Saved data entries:
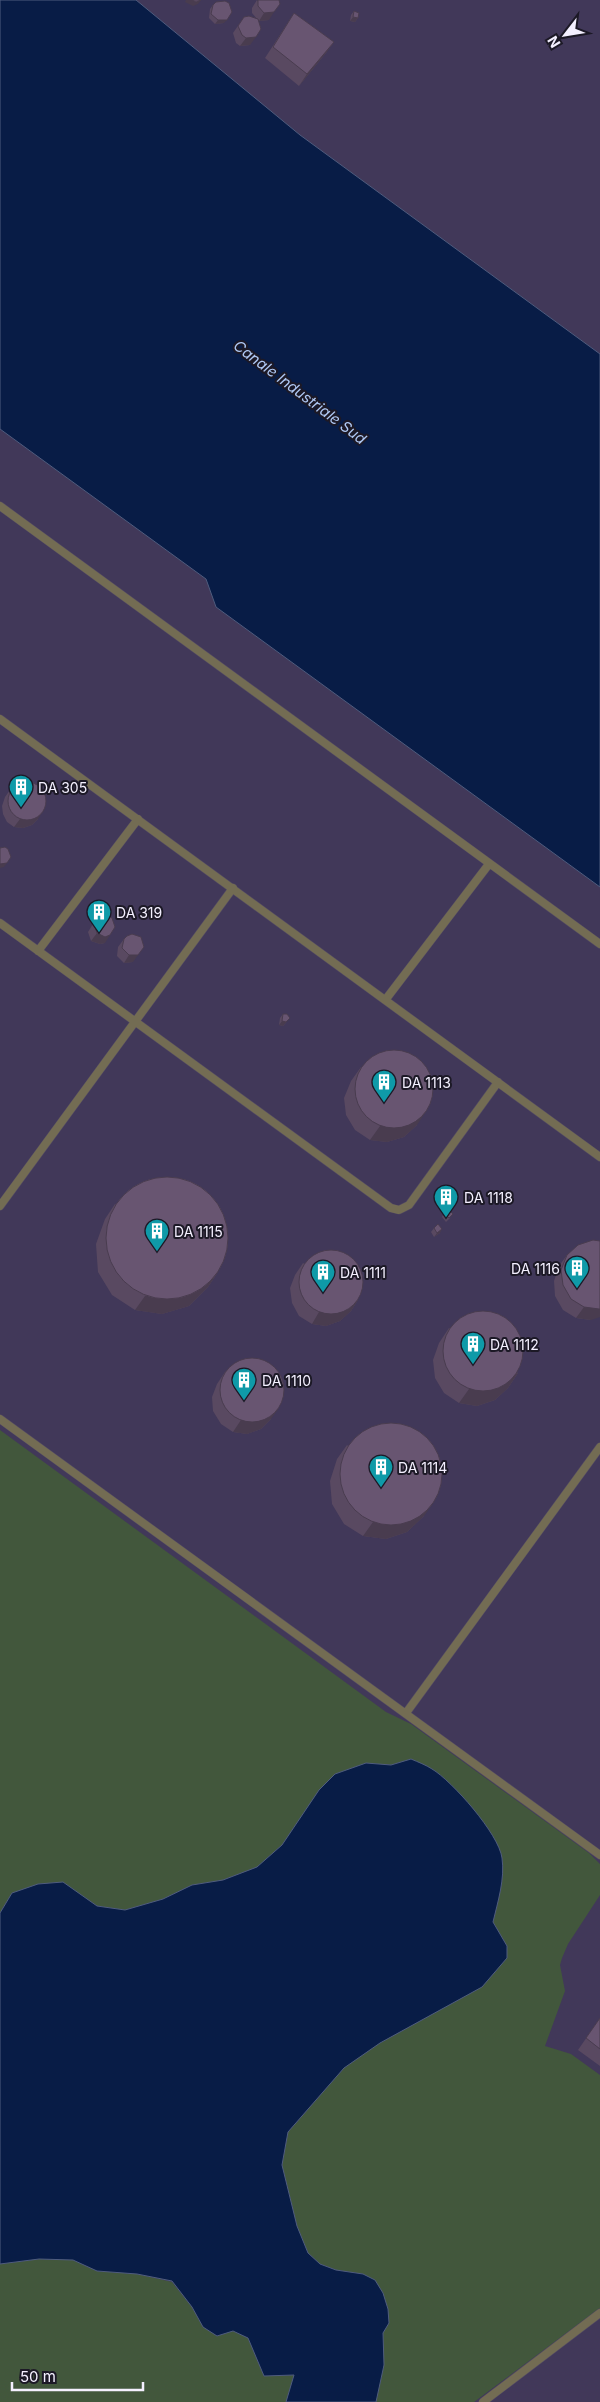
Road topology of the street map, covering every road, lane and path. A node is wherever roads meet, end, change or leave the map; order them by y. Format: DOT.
graph roads {
  1 [pos="0,506"];
  2 [pos="0,719"];
  3 [pos="138,819"];
  4 [pos="489,864"];
  5 [pos="233,888"];
  6 [pos="0,923"];
  7 [pos="600,944"];
  8 [pos="38,951"];
  9 [pos="386,999"];
  10 [pos="134,1021"];
  11 [pos="498,1082"];
  12 [pos="600,1157"];
  13 [pos="0,1206"];
  14 [pos="0,1419"];
  15 [pos="600,1447"];
  16 [pos="406,1713"];
  17 [pos="600,1855"];
  18 [pos="600,2313"];
  19 [pos="483,2402"];
  1 -- 4 [label="lane"];
  2 -- 3 [label="lane"];
  3 -- 5 [label="lane"];
  3 -- 8 [label="lane"];
  4 -- 7 [label="lane"];
  4 -- 9 [label="lane"];
  5 -- 9 [label="lane"];
  5 -- 10 [label="lane"];
  6 -- 8 [label="lane"];
  8 -- 10 [label="lane"];
  9 -- 11 [label="lane"];
  10 -- 11 [label="lane"];
  10 -- 13 [label="lane"];
  11 -- 12 [label="lane"];
  14 -- 16 [label="lane"];
  15 -- 16 [label="lane"];
  16 -- 17 [label="lane"];
  18 -- 19 [label="lane"];
}
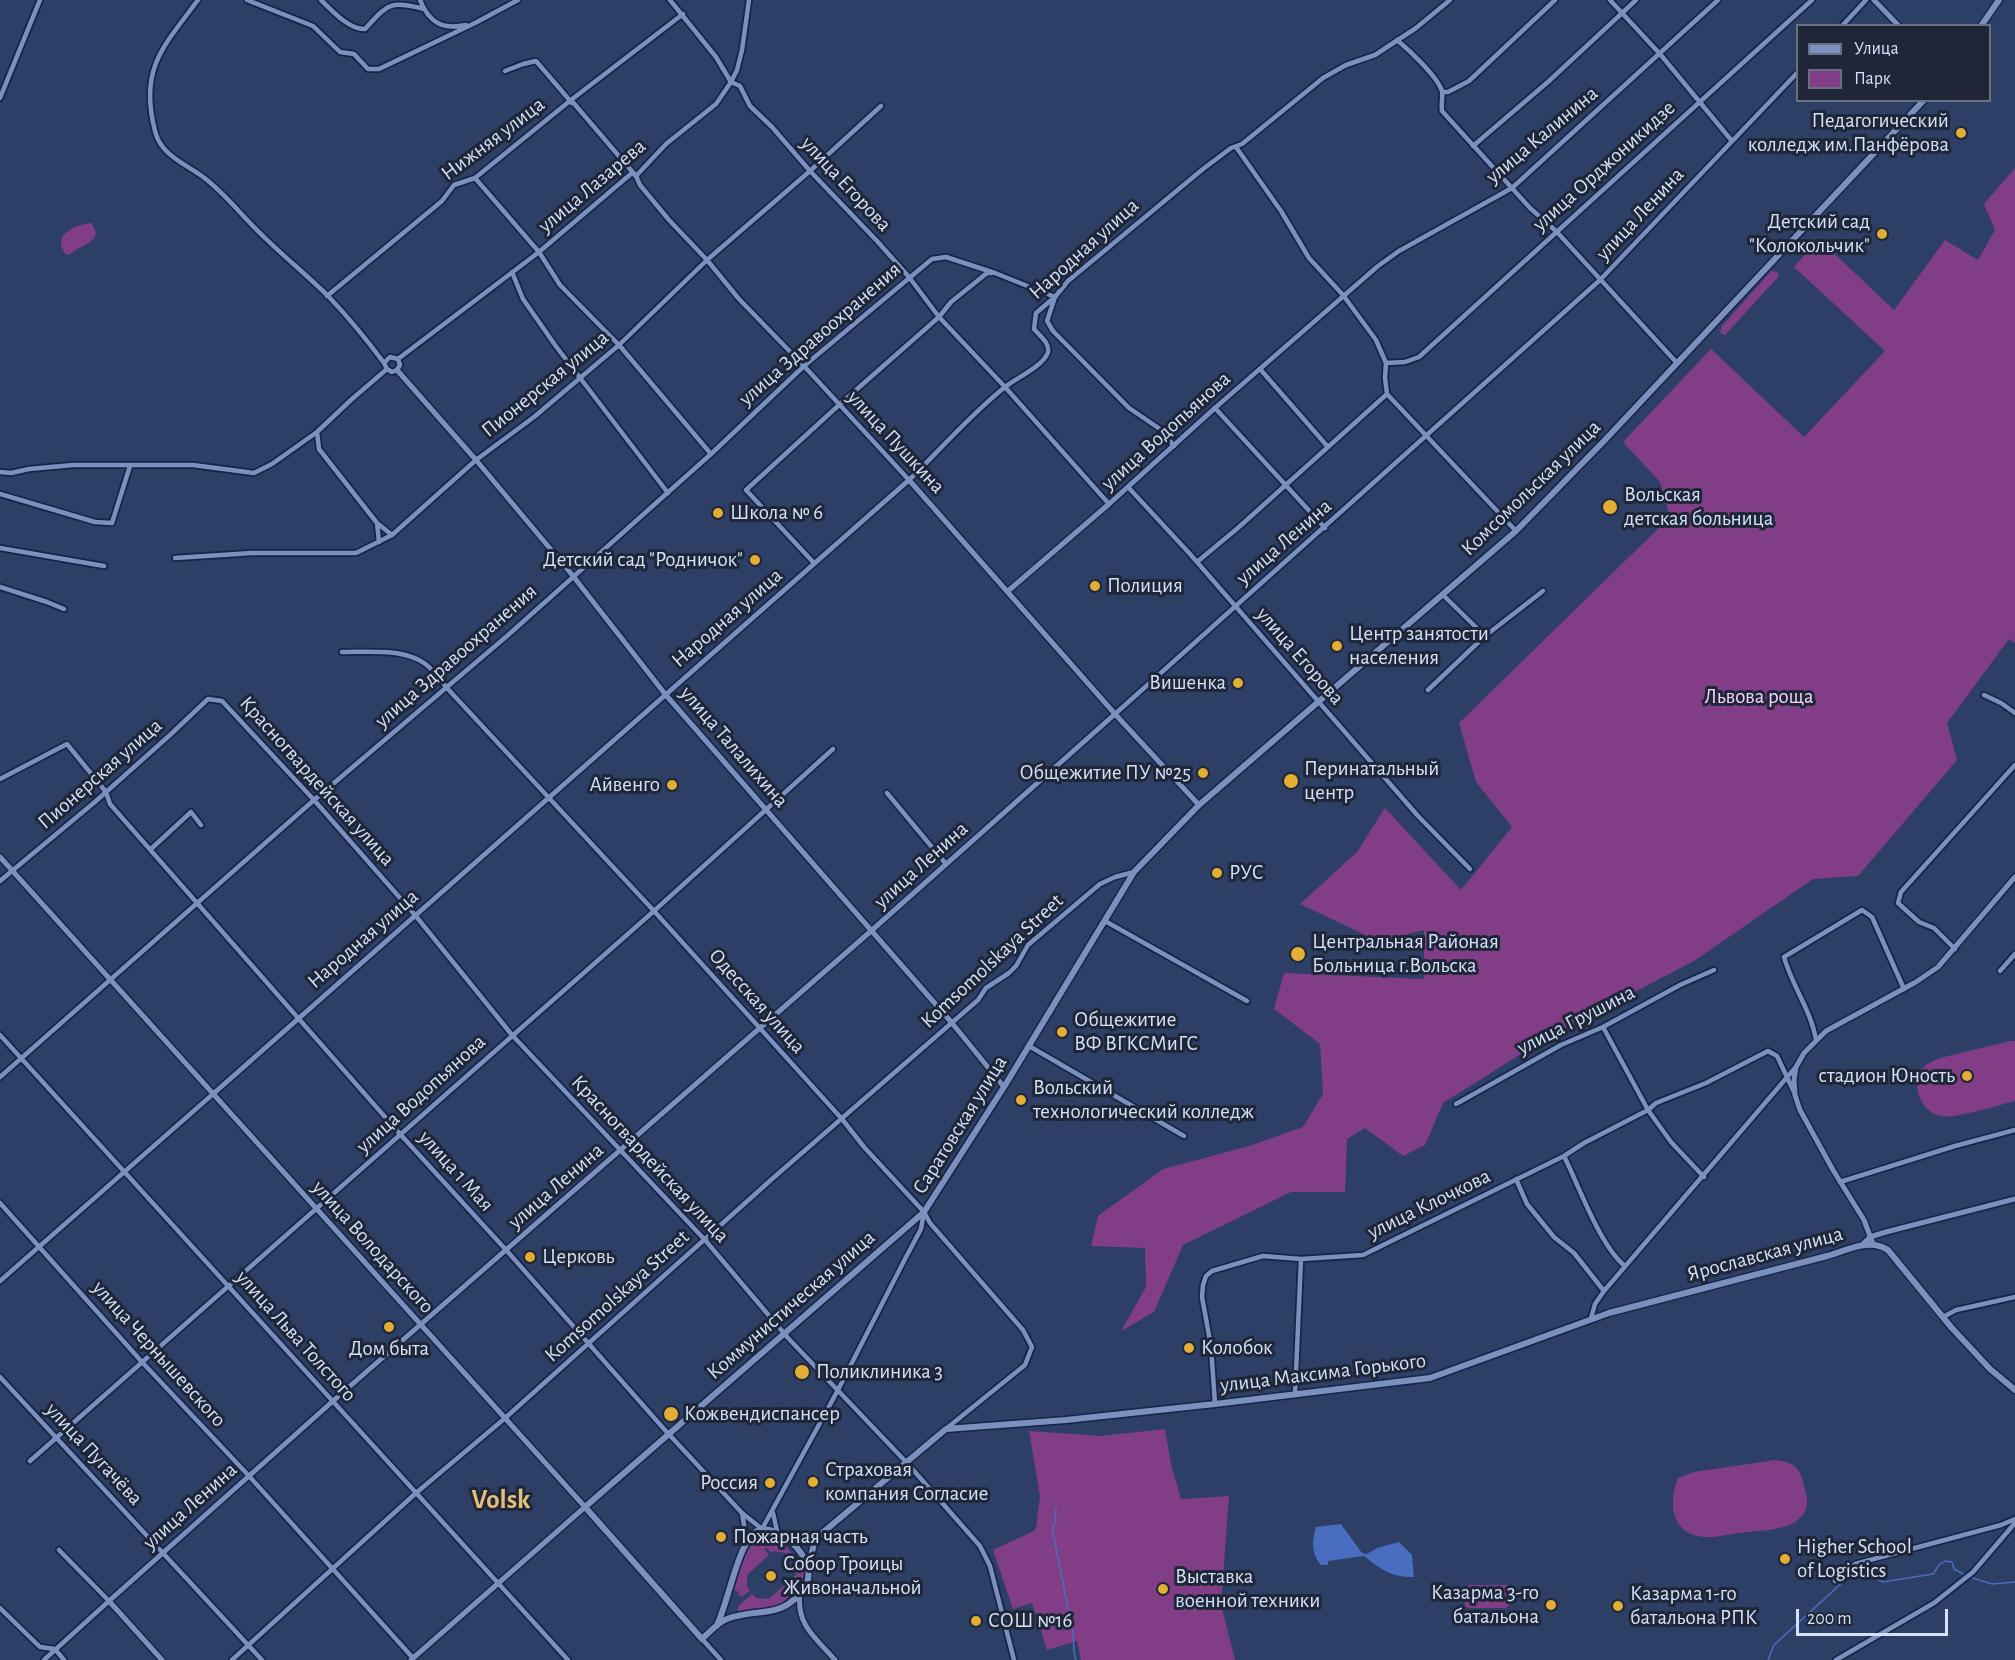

* _Task instructions_: Repeat the full set of records exactly, and output no pictures.

* _Final answer_:
Road topology of the street map, covering every road, lane and path. A node is wherever roads meet, end, change or leave the map; order them by y. Format: DOT.
graph roads {
  1 [pos="0,506"];
  2 [pos="0,719"];
  3 [pos="138,819"];
  4 [pos="489,864"];
  5 [pos="233,888"];
  6 [pos="0,923"];
  7 [pos="600,944"];
  8 [pos="38,951"];
  9 [pos="386,999"];
  10 [pos="134,1021"];
  11 [pos="498,1082"];
  12 [pos="600,1157"];
  13 [pos="0,1206"];
  14 [pos="0,1419"];
  15 [pos="600,1447"];
  16 [pos="406,1713"];
  17 [pos="600,1855"];
  18 [pos="600,2313"];
  19 [pos="483,2402"];
  1 -- 4 [label="lane"];
  2 -- 3 [label="lane"];
  3 -- 5 [label="lane"];
  3 -- 8 [label="lane"];
  4 -- 7 [label="lane"];
  4 -- 9 [label="lane"];
  5 -- 9 [label="lane"];
  5 -- 10 [label="lane"];
  6 -- 8 [label="lane"];
  8 -- 10 [label="lane"];
  9 -- 11 [label="lane"];
  10 -- 11 [label="lane"];
  10 -- 13 [label="lane"];
  11 -- 12 [label="lane"];
  14 -- 16 [label="lane"];
  15 -- 16 [label="lane"];
  16 -- 17 [label="lane"];
  18 -- 19 [label="lane"];
}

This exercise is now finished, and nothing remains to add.